On the Contemporary Essay: Lauren Elkin in conversation

Activity: Talk or presentationPublic lecture

Description

Famously defined through its etymological root ‘essayer’, meaning ‘to try’, ‘to attempt’, the essay is one of the most diverse and most evasive literary forms. Touching on cultural criticism, political and philosophical treatise, journalism, autobiography, observation, theory, fragment, aphorism, lectures, and academic writing, the essay is not only a dynamic, if undefined, art form, it is one that is fundamentally tied to the mechanisms and strategies through which we read and write about art and life.

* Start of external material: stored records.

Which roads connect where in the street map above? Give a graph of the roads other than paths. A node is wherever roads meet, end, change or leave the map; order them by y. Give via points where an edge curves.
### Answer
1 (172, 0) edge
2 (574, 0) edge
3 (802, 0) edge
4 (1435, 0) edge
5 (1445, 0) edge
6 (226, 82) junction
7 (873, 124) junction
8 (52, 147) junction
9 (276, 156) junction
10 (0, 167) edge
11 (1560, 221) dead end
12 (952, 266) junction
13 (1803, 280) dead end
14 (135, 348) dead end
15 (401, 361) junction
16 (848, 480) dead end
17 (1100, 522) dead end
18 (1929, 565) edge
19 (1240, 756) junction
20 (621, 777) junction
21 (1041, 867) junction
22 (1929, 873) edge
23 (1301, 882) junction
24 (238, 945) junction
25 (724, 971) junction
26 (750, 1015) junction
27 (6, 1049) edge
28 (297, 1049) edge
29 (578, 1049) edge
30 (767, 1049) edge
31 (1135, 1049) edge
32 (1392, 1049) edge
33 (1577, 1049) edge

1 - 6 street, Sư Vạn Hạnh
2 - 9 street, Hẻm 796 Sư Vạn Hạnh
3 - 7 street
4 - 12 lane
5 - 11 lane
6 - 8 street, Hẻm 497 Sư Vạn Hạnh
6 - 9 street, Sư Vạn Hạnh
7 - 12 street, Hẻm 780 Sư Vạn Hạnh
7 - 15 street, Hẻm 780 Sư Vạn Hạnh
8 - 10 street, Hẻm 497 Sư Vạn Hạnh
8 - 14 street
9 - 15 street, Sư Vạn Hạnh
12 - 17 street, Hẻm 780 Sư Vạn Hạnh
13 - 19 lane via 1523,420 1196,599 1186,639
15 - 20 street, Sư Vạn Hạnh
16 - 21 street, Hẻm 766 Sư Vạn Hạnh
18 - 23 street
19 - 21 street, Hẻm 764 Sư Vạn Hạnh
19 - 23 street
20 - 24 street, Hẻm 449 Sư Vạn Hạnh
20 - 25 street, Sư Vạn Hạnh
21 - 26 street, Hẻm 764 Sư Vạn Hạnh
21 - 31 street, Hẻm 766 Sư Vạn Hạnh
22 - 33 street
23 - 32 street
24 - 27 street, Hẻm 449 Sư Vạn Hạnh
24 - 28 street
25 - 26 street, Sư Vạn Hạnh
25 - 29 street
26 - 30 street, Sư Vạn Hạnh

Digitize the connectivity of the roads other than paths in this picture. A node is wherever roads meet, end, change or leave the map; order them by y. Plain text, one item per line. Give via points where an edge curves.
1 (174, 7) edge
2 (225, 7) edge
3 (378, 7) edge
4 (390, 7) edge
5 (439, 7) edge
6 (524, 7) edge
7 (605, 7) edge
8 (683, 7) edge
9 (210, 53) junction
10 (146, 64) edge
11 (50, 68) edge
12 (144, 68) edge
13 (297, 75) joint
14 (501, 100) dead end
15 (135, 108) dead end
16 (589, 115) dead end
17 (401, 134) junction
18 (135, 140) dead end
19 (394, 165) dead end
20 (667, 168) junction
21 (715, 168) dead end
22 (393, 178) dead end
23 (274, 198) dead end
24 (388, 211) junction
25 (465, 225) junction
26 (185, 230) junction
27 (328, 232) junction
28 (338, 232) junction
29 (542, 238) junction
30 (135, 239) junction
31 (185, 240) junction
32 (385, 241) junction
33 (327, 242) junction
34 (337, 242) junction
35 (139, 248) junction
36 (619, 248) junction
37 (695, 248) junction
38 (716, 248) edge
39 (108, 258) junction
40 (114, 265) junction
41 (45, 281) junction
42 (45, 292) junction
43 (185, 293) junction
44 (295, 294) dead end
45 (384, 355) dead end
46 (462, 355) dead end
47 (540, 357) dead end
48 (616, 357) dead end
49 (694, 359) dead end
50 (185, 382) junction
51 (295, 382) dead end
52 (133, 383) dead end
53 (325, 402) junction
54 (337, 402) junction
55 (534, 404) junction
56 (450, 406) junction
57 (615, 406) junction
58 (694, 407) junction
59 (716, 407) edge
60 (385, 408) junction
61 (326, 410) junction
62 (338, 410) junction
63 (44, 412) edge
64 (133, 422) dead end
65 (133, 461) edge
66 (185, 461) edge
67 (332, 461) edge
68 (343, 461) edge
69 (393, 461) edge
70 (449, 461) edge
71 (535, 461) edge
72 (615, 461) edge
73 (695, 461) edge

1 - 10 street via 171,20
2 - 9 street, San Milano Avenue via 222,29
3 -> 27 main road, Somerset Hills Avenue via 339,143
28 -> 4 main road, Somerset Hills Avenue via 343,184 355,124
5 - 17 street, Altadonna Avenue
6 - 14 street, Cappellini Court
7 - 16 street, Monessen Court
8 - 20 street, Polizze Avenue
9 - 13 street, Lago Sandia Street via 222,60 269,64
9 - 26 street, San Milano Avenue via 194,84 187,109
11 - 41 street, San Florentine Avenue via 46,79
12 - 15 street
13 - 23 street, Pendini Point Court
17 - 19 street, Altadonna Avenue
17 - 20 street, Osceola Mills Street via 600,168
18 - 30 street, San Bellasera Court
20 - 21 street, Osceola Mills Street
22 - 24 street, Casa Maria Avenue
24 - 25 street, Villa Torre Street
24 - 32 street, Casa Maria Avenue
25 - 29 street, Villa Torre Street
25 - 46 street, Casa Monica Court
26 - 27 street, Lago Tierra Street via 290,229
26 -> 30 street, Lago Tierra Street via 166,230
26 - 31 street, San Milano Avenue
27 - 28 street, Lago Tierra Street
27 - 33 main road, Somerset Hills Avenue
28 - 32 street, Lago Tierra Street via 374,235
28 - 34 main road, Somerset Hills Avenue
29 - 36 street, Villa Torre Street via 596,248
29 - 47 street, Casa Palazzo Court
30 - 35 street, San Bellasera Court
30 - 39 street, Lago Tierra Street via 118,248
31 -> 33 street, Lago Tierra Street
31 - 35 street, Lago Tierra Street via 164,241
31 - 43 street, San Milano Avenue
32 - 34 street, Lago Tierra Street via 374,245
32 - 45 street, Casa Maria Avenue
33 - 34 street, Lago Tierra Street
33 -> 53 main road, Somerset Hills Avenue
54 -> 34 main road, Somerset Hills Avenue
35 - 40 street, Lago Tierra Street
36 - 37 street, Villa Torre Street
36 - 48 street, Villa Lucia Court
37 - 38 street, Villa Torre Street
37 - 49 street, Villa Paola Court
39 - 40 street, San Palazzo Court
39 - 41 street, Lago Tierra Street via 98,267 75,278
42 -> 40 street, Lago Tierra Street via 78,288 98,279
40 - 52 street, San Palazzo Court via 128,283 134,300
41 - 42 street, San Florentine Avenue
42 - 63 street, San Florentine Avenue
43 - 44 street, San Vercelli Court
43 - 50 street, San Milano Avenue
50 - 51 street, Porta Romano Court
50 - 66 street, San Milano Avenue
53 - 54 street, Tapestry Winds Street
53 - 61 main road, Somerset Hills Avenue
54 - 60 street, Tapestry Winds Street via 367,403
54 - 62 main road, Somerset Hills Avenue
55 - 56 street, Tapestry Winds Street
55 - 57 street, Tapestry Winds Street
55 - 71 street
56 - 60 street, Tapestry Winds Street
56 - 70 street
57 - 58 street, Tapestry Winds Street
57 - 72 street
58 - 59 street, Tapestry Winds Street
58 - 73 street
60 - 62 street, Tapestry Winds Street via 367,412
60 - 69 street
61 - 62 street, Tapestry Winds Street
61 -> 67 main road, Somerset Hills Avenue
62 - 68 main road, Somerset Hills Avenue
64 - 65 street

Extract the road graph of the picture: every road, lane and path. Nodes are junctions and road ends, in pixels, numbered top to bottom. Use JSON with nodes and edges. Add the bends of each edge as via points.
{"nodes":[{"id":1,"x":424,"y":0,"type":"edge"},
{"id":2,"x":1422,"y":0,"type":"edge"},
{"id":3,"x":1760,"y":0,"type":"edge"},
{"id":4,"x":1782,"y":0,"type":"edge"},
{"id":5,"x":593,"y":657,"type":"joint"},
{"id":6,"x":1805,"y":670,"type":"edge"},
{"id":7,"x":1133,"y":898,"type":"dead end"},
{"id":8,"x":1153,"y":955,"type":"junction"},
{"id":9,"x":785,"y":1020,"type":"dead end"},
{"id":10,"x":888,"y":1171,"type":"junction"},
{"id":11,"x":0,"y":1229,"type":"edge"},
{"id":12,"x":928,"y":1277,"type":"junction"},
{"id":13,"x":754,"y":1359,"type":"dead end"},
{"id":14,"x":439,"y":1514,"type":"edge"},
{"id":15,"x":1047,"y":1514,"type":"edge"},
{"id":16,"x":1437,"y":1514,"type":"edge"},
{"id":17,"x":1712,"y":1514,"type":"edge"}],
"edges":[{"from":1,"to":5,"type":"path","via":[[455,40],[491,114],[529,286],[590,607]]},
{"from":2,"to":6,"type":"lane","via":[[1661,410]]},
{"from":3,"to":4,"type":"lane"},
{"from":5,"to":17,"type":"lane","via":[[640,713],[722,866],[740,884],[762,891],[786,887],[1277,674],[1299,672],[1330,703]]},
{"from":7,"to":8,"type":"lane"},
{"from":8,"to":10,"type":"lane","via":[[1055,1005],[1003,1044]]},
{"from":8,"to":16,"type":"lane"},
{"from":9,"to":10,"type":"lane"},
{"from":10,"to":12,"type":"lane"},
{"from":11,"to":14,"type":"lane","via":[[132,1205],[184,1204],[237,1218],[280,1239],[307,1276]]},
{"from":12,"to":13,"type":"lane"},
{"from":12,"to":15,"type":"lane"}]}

Lauren Elkin is one of today's most eloquent essayists. She is a Franco-American writer and translator, the author most recently of No. 91/92: Notes on a Parisian Commute (Les Fugitives) and Flâneuse: Women Walk the City (Chatto & Windus), which was a Radio 4 Book of the Week, a New York Times Notable Book of 2017, and a finalist for the PEN/Diamonstein-Spielvogel award for the art of the essay. Her writing on books, art, and culture have appeared in a variety of publications including the London Review of Books, the New York Times, Granta, Harper’s, Le Monde, the Times Literary Supplement, Les Inrockuptibles, and Frieze, and her essay "This is the Beginning of Writing," published in the Sewanee Review, was awarded notable distinction in the Best American Essays of 2019, edited by Rebecca Solnit. Her next book, Art Monsters: On Beauty and Excess is forthcoming in 2023 (Chatto).

To talk everything about the essay, she will be in conversation with Alexandra Kingston-Reese, senior lecturer in modern and contemporary literature at the University of York and, most recently, the editor of Art Essays: a collection (Iowa, 2021).

This conversation is part of the Centre for Modern Studies research strand The Contemporary Essay.